• Work task
Find and copy each line of the records where the string "junctions" shows up.

• Recorded information

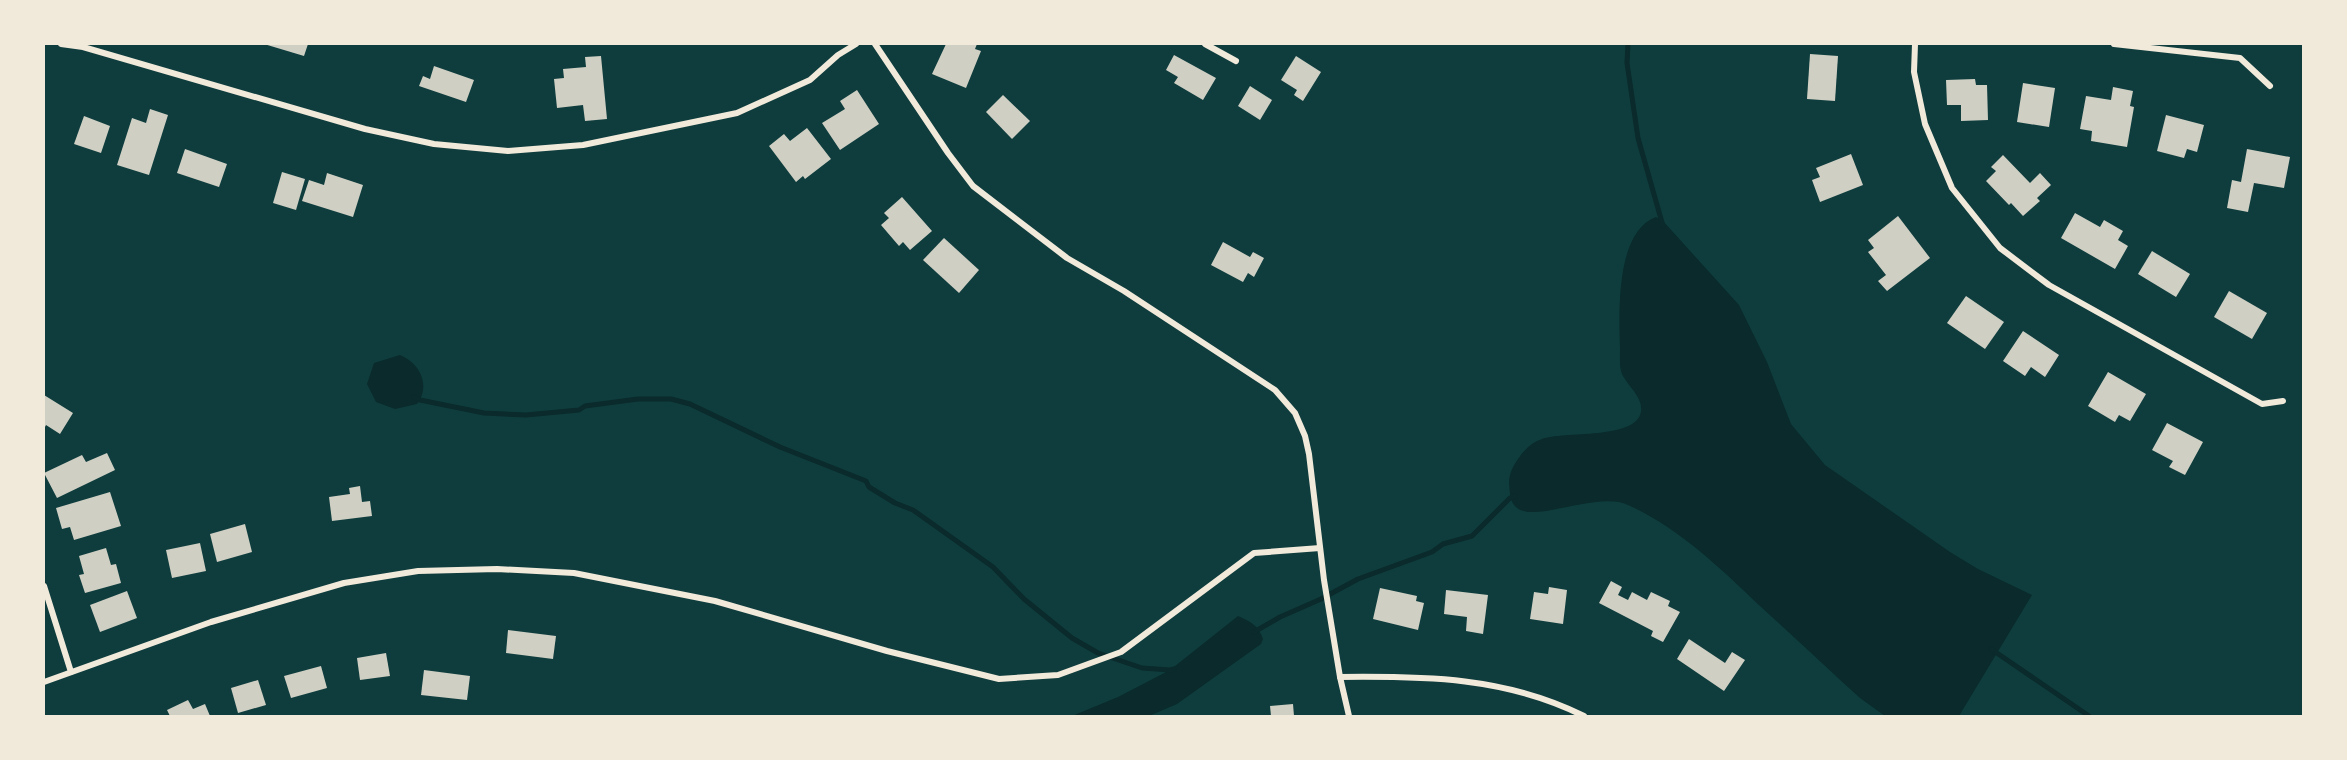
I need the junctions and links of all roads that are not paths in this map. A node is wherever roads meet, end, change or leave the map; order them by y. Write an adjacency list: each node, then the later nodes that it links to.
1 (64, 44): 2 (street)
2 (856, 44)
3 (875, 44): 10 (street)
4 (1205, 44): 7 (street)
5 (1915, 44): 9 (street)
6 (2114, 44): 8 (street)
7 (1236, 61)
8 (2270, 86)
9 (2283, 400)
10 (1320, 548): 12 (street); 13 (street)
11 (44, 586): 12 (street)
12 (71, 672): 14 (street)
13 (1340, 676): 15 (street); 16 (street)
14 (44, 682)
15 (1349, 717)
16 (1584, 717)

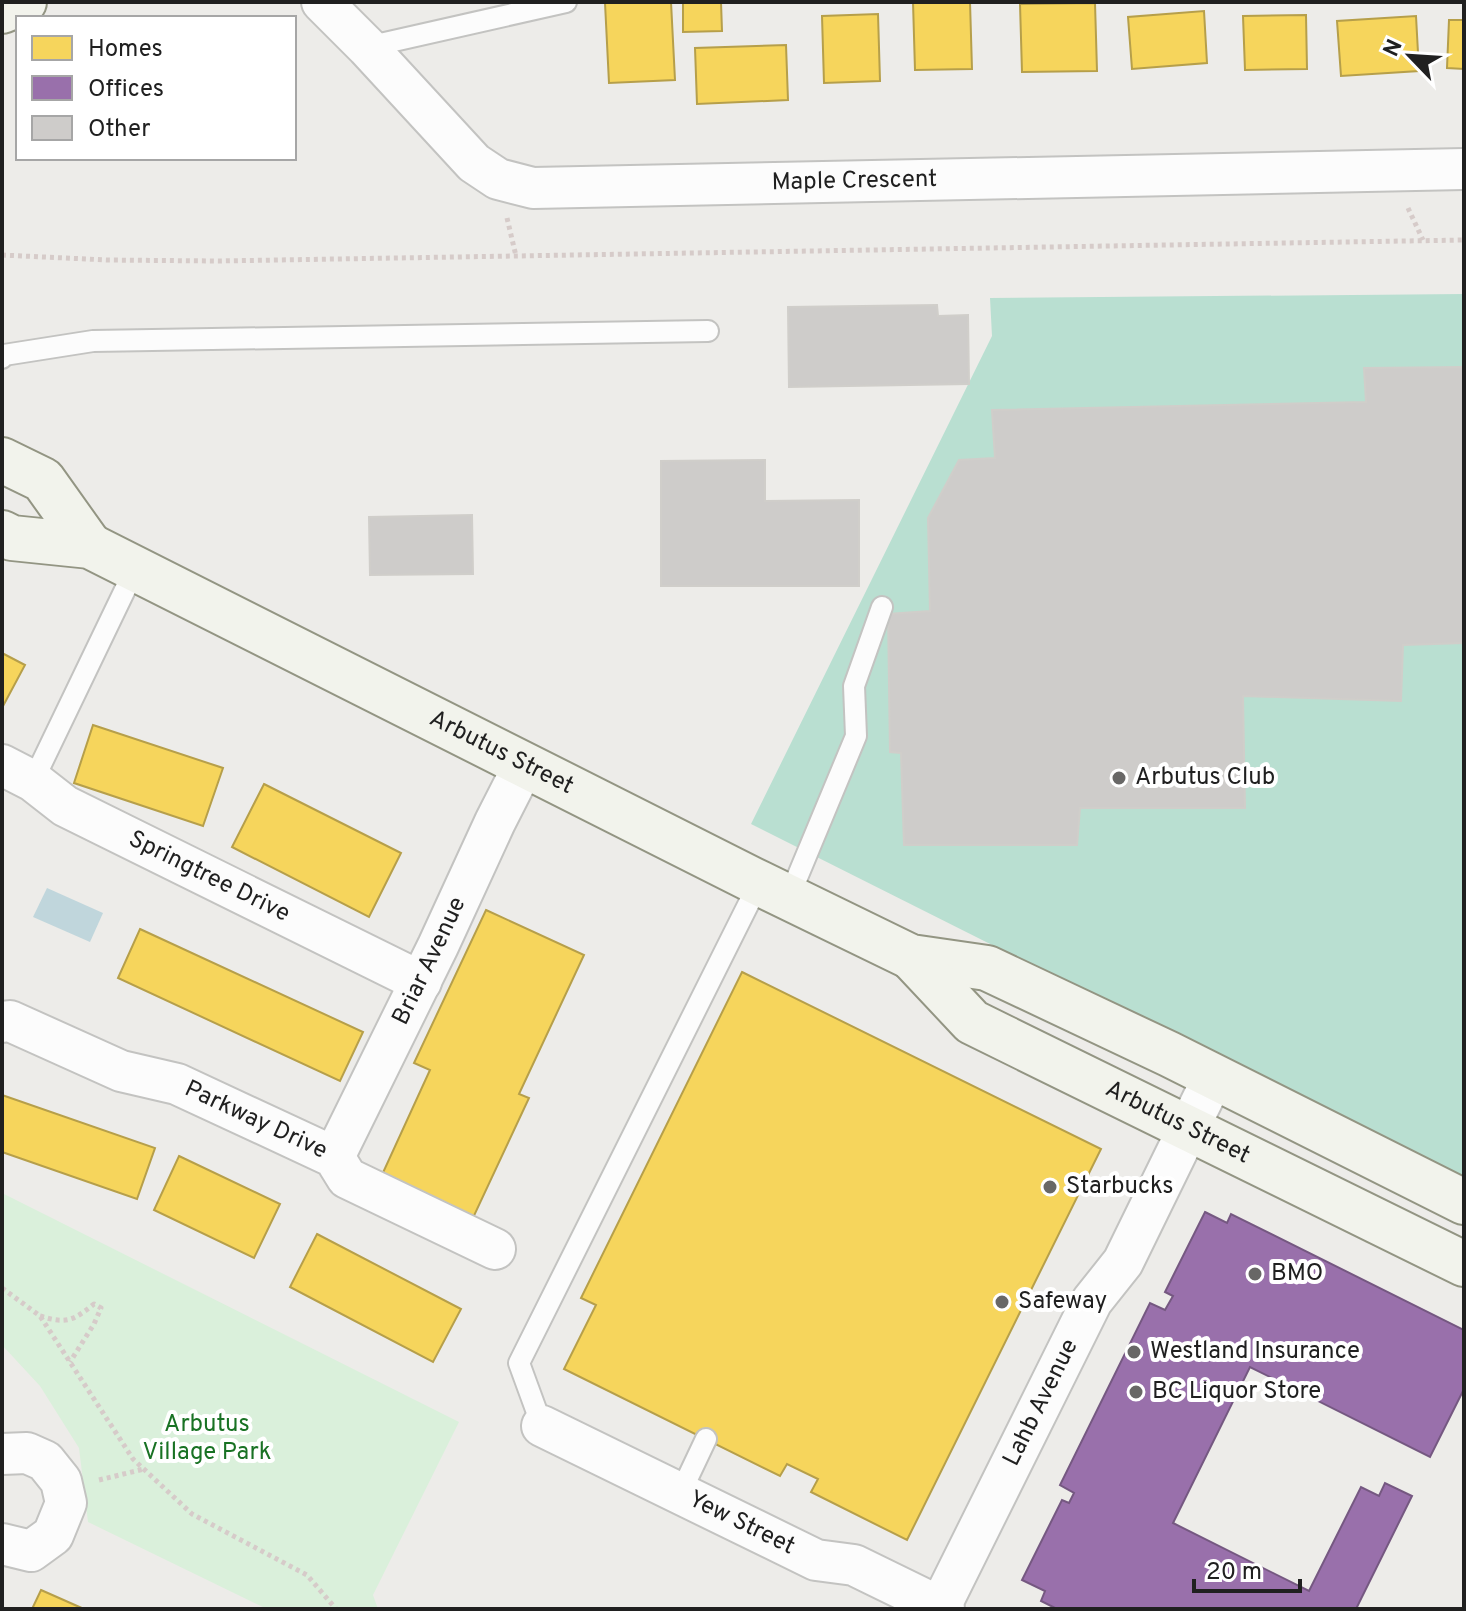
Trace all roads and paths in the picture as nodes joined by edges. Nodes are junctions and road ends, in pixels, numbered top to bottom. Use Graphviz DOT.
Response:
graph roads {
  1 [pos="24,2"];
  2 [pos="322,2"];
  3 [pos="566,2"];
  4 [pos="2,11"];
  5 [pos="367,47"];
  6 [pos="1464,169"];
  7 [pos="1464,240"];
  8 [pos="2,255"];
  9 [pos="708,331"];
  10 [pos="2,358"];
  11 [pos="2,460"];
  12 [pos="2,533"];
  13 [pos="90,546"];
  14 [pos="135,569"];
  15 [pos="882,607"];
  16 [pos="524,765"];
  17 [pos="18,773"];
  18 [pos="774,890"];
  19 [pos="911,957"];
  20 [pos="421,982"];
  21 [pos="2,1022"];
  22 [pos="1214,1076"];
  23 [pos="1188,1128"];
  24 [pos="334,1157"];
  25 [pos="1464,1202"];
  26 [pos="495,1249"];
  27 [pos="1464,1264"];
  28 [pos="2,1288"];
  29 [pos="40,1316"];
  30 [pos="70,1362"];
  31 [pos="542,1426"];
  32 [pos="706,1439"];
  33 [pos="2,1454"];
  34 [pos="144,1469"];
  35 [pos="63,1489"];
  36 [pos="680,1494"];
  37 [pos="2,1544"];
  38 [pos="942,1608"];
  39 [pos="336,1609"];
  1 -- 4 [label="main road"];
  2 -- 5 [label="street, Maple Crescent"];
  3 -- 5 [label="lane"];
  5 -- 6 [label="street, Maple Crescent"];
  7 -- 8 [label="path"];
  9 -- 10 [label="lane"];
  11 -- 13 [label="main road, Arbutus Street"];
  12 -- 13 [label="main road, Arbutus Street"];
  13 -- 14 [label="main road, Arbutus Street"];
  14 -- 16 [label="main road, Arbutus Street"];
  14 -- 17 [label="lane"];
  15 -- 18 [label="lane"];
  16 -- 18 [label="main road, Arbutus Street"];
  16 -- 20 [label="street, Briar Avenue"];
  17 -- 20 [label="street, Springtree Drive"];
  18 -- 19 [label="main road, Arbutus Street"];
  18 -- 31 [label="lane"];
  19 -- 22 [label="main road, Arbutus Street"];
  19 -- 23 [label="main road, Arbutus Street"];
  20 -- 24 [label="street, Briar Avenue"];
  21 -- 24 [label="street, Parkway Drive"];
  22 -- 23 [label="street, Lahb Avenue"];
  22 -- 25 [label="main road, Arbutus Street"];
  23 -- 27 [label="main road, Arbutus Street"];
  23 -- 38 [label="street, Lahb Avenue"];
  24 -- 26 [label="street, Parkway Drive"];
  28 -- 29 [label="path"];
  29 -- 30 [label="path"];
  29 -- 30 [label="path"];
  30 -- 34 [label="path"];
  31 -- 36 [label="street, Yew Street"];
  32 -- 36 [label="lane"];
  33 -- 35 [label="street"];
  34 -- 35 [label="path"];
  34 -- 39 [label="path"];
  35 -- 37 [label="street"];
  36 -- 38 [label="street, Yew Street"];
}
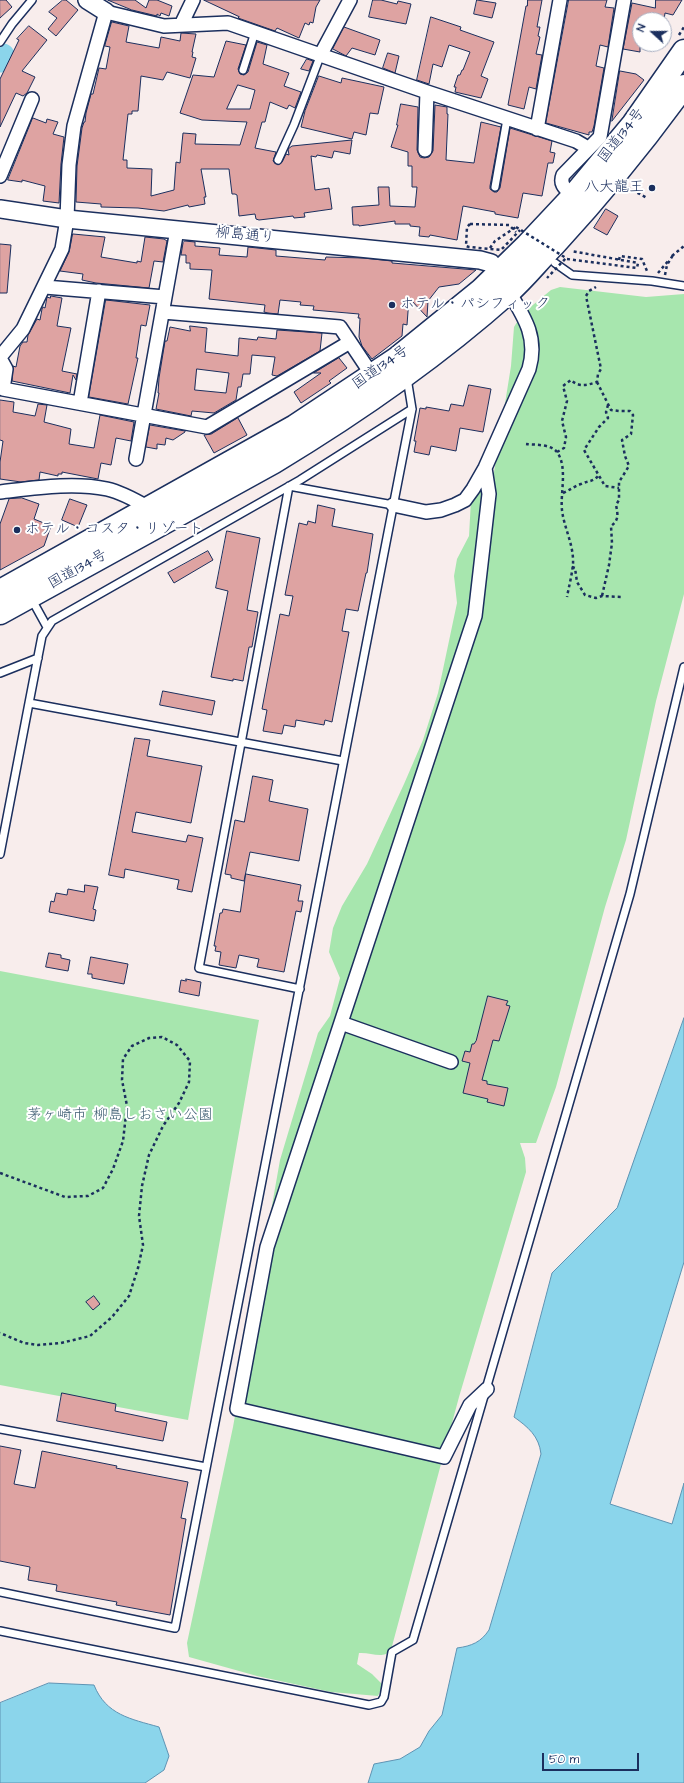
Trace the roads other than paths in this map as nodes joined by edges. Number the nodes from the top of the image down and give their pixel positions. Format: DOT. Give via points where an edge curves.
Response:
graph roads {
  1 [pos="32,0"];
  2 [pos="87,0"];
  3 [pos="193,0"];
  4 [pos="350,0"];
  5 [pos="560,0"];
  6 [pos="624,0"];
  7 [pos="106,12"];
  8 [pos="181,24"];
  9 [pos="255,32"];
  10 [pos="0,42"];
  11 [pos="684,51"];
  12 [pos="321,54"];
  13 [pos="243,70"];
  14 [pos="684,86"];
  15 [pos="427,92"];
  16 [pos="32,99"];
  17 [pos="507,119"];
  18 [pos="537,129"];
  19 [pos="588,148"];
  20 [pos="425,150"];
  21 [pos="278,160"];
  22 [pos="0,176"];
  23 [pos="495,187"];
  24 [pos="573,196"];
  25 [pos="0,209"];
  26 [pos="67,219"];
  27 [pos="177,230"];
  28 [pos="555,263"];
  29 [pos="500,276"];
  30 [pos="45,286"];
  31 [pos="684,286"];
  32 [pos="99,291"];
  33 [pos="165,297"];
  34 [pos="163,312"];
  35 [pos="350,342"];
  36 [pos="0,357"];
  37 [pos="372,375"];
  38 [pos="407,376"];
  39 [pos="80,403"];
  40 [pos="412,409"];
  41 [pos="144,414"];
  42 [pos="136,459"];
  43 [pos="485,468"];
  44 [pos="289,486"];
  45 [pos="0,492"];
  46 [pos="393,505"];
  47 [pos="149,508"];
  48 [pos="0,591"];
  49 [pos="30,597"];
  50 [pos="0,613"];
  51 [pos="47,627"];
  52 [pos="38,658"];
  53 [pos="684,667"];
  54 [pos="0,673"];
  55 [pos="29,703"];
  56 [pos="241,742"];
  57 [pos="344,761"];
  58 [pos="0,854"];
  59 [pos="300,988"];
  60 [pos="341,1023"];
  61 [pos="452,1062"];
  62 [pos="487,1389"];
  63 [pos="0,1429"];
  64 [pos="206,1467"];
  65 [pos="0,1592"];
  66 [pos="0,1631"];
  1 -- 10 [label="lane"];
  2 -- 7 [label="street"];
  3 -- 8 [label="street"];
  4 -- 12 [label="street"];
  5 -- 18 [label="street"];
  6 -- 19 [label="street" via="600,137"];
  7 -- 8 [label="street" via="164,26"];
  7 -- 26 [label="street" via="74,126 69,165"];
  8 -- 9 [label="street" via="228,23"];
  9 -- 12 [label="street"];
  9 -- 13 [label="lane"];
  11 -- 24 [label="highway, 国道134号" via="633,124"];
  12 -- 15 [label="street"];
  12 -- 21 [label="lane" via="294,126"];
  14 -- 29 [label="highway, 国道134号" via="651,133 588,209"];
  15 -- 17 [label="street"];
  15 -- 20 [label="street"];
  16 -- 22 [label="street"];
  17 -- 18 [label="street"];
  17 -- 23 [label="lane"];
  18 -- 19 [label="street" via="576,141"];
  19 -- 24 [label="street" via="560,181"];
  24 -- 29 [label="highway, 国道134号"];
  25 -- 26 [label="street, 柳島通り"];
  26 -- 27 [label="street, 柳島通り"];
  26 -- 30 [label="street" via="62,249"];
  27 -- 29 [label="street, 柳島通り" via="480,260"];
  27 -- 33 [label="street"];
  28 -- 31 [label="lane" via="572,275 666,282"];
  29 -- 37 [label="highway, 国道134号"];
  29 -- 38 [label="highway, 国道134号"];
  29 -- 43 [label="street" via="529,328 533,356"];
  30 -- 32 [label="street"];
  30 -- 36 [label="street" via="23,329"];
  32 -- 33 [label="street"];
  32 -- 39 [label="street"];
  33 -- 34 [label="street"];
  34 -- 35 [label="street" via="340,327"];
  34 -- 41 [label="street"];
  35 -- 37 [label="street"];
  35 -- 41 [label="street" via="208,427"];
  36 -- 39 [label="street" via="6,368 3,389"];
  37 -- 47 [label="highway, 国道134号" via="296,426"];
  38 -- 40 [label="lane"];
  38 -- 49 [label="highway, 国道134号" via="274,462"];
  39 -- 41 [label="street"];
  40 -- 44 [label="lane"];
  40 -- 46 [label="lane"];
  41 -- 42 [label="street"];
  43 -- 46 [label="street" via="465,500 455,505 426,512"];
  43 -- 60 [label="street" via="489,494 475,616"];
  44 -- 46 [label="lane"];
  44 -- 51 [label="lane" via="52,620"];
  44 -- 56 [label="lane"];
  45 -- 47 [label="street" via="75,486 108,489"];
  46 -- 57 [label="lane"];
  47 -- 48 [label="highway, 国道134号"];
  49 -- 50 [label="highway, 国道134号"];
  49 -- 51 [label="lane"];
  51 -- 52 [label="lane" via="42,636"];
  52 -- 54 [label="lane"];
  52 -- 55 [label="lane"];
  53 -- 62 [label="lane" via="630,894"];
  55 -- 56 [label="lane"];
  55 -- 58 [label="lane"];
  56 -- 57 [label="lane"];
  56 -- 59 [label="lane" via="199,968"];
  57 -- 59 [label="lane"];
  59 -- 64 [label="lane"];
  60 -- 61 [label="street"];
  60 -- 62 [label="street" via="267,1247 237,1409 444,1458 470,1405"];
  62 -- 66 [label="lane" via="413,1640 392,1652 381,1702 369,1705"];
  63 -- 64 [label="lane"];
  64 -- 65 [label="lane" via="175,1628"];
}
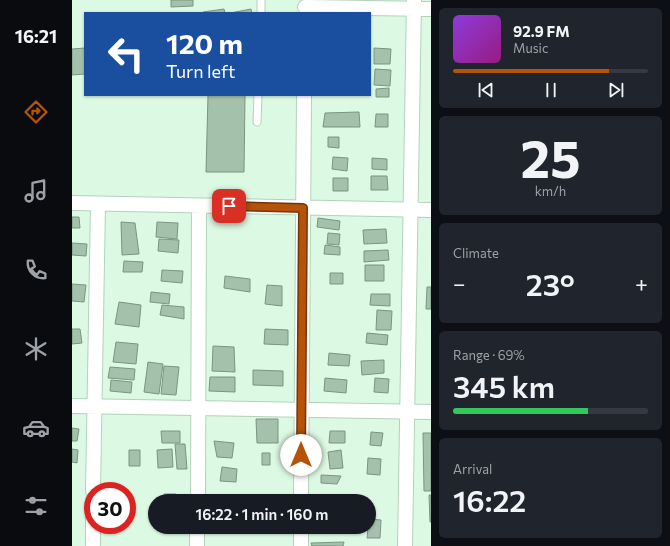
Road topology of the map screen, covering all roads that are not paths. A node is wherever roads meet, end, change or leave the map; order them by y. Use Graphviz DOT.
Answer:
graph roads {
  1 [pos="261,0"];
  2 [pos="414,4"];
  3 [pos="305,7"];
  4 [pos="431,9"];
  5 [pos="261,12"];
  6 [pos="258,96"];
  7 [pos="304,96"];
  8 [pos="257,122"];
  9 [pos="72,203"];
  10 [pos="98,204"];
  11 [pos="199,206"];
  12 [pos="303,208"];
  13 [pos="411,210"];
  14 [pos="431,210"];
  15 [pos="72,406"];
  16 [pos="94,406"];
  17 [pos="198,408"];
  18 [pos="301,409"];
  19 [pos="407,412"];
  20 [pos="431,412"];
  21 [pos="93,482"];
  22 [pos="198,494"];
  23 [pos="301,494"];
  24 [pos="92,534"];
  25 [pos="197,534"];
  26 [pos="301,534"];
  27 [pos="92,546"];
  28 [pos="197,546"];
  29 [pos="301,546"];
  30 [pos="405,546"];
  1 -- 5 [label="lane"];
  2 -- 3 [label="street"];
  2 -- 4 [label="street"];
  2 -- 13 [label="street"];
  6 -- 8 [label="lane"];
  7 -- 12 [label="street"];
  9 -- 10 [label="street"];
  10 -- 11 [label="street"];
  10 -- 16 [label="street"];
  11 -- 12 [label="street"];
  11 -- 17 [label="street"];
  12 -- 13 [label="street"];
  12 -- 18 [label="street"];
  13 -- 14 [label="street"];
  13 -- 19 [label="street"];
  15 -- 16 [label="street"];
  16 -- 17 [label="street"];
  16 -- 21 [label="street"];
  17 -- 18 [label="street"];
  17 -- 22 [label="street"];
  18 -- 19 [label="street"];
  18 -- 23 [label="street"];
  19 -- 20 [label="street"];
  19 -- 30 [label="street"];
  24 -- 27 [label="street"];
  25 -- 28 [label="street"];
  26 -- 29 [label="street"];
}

• Written response
I need the junctions and links of all roads that are not paths in this map. A node is wherever roads meet, end, change or leave the map; order them by y. Write an adjacency list: each node, then the later nodes that it links to.
Trace all roads and paths in the picture as nodes joined by edges. Nodes are junctions and road ends, in pixels, numbered top to bottom. Use Graphviz DOT.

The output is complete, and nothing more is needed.